------ Data listing

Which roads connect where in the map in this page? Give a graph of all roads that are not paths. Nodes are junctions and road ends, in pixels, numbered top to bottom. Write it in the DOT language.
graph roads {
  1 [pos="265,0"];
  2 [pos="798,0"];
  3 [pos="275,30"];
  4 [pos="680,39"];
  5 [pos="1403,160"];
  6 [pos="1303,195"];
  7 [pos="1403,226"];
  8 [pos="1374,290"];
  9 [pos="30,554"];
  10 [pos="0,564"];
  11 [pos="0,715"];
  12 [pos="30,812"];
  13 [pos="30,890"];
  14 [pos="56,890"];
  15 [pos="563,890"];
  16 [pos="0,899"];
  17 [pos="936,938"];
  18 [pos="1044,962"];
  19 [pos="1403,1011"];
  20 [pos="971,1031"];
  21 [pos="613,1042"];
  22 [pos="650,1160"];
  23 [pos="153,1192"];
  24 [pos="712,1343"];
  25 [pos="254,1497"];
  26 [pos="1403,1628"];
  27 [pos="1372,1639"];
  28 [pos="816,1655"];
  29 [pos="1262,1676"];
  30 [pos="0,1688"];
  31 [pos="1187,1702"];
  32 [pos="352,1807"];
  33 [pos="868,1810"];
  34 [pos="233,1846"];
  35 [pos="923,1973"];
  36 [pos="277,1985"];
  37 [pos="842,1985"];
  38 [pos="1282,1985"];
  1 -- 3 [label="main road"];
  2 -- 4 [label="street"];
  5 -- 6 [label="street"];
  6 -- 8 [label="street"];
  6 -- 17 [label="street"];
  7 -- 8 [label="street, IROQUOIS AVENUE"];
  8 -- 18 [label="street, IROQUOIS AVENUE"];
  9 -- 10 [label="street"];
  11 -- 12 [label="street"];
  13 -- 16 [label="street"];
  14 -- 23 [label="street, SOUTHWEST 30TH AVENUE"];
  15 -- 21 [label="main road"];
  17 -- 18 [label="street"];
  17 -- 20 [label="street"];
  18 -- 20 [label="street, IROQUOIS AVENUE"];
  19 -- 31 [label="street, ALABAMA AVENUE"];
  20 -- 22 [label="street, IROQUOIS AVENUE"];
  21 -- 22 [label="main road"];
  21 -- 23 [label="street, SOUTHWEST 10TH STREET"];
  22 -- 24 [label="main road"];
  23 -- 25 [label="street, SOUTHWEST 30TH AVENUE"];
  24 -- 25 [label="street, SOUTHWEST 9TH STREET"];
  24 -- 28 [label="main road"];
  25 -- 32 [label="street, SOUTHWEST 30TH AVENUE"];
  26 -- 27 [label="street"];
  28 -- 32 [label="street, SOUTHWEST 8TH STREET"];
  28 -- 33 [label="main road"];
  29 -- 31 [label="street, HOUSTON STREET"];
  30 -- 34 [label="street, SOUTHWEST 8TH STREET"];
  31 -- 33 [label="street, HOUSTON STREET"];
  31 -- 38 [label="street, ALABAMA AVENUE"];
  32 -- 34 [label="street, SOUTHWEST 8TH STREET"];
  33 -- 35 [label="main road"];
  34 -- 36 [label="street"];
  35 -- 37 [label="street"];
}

------------
------ Data listing

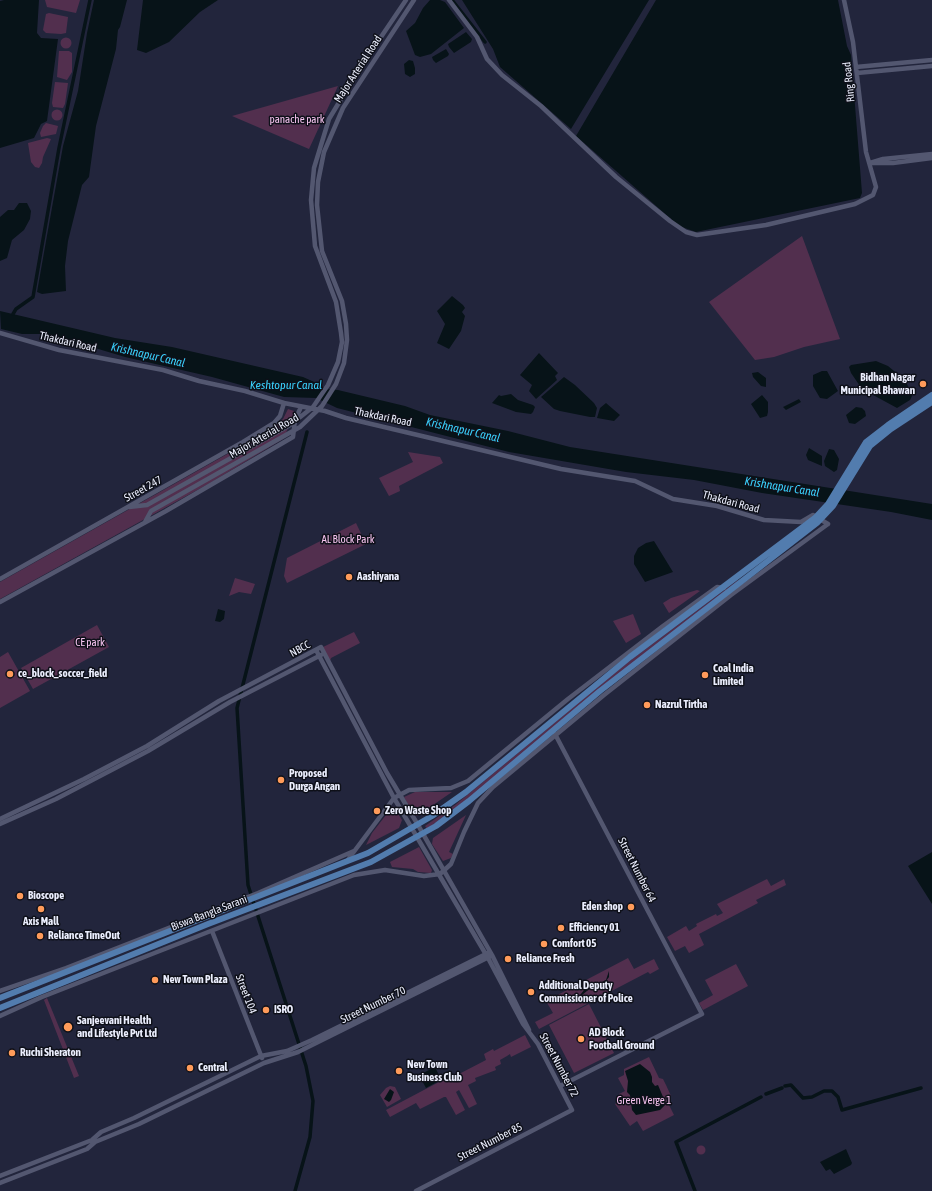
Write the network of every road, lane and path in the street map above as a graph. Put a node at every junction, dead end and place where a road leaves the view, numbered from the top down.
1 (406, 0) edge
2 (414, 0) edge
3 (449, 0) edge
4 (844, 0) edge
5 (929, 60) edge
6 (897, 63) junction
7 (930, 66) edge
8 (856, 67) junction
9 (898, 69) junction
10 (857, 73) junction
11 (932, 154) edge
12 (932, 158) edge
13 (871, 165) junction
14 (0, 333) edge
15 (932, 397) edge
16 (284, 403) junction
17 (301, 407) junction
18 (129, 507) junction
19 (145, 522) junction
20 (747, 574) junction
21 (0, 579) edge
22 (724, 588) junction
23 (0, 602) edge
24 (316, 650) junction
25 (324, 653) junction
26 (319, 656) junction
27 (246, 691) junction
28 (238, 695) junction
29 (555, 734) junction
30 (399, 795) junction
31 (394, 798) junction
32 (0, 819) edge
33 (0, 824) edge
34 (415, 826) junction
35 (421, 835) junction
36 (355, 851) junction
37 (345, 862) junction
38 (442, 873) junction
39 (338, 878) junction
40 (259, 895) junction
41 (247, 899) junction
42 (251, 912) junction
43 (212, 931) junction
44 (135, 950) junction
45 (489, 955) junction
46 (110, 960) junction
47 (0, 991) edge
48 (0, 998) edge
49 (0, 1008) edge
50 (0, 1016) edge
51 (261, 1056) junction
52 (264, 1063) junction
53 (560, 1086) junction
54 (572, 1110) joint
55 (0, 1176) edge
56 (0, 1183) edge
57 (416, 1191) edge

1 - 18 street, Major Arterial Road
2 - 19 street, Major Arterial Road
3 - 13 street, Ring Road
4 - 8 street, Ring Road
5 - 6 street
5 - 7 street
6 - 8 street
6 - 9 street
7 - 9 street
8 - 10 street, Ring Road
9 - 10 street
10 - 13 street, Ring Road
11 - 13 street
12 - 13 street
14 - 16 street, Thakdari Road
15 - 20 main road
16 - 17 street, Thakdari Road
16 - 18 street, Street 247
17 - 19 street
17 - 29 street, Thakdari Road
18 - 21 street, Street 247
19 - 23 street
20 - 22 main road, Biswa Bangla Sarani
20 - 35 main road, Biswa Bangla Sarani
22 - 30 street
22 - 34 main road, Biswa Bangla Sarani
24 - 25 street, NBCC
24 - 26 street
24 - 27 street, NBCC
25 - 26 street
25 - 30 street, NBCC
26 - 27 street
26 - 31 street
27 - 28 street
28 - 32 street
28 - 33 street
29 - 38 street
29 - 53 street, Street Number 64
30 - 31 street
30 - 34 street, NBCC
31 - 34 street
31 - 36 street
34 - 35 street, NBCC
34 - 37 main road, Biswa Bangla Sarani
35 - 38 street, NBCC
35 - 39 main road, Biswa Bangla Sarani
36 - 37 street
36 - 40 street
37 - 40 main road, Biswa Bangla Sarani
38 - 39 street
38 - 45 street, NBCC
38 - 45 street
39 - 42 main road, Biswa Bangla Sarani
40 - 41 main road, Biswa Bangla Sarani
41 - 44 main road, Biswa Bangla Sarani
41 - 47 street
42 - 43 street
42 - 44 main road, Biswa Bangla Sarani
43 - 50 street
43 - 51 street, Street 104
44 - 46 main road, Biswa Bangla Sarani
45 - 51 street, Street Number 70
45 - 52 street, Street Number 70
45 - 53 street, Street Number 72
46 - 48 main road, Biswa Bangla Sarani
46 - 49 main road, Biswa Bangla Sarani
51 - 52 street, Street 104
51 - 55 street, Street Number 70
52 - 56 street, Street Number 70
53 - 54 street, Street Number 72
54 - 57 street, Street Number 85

------------

# Task statement
From the listing above, how many lines contain the word "HOUSTON"? Give only the number.

# Output of the exercise
2